Samuel Little is expected to be sentenced to life in prison without the possibility of parole when he returns to court Sept. 25. Jurors deliberated for about two hours before reaching the verdict.

The panel also found true the special circumstance allegation of multiple murders. Prosecutors opted not to seek the death penalty for Little.

Little was convicted for the killings of:

— Carol Alford, 41, whose body was found July 13, 1987, in an alley off East 27th Street;

— Audrey Nelson, 35, whose body was discovered in a dumpster behind East Seventh Street on Aug. 14, 1989; and

— Guadalupe Apodaca, 46, whose body was found inside a South Los Angeles commercial garage on Sept. 3, 1989.

Deputy District Attorney Beth Silverman said during the trial that Little was “a sexual predator” who followed a distinct pattern in his violent assaults.
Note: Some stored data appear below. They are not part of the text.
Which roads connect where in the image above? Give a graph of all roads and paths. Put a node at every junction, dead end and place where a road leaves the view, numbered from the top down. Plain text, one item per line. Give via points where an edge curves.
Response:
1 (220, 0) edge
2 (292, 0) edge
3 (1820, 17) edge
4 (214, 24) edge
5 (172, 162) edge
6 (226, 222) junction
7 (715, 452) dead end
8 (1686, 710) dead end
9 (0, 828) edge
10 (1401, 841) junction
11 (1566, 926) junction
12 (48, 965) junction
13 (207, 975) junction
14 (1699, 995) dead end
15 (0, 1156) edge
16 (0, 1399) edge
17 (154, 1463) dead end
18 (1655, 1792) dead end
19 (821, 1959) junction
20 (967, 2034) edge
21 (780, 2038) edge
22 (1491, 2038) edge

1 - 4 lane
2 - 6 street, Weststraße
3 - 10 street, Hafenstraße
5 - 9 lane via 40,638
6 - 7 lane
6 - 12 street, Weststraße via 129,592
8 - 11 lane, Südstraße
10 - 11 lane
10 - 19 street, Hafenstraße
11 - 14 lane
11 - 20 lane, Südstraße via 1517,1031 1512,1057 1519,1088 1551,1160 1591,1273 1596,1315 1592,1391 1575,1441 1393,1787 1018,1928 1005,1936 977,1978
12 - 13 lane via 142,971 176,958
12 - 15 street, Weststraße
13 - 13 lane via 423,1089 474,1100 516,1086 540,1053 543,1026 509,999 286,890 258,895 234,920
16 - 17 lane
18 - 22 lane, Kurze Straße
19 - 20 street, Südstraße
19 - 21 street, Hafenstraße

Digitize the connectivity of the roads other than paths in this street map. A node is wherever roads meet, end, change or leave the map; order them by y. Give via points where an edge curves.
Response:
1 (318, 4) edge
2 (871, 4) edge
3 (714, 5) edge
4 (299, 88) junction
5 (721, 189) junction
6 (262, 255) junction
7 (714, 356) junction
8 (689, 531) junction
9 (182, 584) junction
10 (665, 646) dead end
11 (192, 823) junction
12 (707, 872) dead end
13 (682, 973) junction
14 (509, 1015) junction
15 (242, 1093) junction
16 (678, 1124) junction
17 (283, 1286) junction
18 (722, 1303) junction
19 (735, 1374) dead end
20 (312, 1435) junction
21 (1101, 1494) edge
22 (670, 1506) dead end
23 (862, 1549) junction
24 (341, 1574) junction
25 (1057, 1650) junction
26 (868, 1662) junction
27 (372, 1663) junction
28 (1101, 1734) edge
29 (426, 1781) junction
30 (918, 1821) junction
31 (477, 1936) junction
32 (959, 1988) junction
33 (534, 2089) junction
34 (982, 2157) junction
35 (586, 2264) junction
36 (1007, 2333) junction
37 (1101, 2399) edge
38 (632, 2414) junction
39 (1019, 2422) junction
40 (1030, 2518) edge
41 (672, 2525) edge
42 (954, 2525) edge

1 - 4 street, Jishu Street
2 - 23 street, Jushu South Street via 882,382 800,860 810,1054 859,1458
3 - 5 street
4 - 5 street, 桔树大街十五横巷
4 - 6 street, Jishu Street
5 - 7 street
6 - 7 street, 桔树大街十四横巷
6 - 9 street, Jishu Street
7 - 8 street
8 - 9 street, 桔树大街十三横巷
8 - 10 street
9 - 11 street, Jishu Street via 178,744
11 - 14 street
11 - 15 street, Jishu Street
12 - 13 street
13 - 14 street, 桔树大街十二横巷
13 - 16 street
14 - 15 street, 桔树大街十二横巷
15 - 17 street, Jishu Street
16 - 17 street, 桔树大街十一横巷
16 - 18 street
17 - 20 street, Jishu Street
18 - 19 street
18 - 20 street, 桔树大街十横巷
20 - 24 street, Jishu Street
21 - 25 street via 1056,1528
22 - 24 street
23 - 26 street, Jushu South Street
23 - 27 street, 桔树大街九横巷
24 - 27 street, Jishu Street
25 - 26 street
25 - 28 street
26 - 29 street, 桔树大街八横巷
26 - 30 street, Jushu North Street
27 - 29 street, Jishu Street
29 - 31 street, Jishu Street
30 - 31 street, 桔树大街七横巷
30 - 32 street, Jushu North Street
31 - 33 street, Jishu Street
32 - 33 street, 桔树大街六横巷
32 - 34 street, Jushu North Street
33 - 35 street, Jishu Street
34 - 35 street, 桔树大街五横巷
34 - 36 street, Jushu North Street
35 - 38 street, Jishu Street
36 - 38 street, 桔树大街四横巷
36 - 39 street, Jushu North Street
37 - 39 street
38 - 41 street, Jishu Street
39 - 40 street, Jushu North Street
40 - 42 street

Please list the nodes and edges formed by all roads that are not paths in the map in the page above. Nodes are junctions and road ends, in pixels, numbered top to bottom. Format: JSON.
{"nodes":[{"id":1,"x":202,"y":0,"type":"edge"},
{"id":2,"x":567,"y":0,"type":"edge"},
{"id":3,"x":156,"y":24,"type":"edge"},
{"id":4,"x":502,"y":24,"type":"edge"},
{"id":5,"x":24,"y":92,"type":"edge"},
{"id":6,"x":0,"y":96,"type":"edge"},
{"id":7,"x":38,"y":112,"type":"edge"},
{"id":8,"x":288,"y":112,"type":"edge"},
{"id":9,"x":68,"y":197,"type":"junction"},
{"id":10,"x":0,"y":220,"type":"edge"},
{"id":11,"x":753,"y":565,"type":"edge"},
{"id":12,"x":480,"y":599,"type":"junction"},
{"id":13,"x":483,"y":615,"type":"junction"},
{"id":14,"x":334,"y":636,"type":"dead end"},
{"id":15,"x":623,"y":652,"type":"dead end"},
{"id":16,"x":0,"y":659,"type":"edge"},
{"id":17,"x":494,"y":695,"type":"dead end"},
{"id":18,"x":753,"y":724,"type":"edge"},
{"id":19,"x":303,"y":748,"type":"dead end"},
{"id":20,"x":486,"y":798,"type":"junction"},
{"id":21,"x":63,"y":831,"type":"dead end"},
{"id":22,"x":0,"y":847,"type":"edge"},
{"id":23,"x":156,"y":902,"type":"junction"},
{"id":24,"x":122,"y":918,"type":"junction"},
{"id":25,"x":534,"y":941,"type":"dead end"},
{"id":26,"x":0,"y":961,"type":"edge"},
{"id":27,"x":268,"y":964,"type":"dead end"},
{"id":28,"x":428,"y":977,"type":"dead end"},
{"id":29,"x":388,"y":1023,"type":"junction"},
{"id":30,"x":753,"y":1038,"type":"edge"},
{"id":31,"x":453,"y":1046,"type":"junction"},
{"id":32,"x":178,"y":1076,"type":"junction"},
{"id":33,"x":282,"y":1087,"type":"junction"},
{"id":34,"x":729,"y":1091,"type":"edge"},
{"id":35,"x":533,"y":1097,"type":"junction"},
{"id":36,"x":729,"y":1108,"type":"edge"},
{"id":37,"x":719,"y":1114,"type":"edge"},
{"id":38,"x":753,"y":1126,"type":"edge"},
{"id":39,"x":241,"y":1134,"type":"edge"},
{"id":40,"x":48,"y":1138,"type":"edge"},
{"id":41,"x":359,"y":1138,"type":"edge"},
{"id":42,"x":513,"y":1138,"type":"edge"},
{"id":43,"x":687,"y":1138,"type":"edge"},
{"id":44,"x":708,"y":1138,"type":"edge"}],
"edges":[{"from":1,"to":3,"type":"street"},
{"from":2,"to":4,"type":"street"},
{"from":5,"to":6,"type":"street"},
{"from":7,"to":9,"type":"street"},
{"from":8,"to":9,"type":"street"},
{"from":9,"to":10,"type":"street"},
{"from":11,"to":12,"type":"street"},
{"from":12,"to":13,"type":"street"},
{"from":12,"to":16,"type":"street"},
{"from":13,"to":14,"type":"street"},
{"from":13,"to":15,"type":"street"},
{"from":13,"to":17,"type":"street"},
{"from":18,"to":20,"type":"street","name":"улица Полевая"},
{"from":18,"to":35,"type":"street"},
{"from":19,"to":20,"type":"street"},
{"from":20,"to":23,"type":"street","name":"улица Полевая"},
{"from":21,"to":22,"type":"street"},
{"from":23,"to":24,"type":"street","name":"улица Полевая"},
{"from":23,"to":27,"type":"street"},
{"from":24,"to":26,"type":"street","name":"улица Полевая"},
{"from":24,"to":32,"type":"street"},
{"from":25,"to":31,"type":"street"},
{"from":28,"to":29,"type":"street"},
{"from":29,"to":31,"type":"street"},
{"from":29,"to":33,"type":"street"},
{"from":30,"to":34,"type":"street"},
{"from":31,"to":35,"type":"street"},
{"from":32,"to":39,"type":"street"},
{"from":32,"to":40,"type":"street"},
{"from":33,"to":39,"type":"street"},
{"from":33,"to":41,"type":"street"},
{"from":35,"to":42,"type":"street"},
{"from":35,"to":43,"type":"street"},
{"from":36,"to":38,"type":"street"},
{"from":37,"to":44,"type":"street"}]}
“Each of these victims was murdered exactly the same way,” Silverman told the jury.

She showed photos of the victims, all found wearing only a shirt and with drag marks that indicated the women had been killed elsewhere and later moved.

Two victims were severely beaten prior to death and were strangled so violently that the hyoid bone in their necks was fractured, according to the prosecutor.

All three women tested positive for cocaine during autopsies.

“These were victims who were obviously addicted to cocaine, who would do anything … to get their hands on that,” Silverman told the jury panel. “There was a crack cocaine rage going on in South L.A. in those days.”

Semen and other DNA from the victims’ clothing matched Little’s DNA profile so closely that, for at least two pieces of evidence, the chance of a random match was one in 450 quintillion, Silverman told jurors.

Little was arrested in Louisville, KY., in 2012 on an unrelated narcotics charge out of Los Angeles and extradited to California, where he was charged with the murders.

Little’s attorney, Deputy Public Defender Michael Pentz, questioned the evidence, and challenged the prosecutor’s insistence that DNA proved his client’s guilt.

Pentz told jurors that the DNA results would show “that Mr. Little had nothing to do with the homicides.”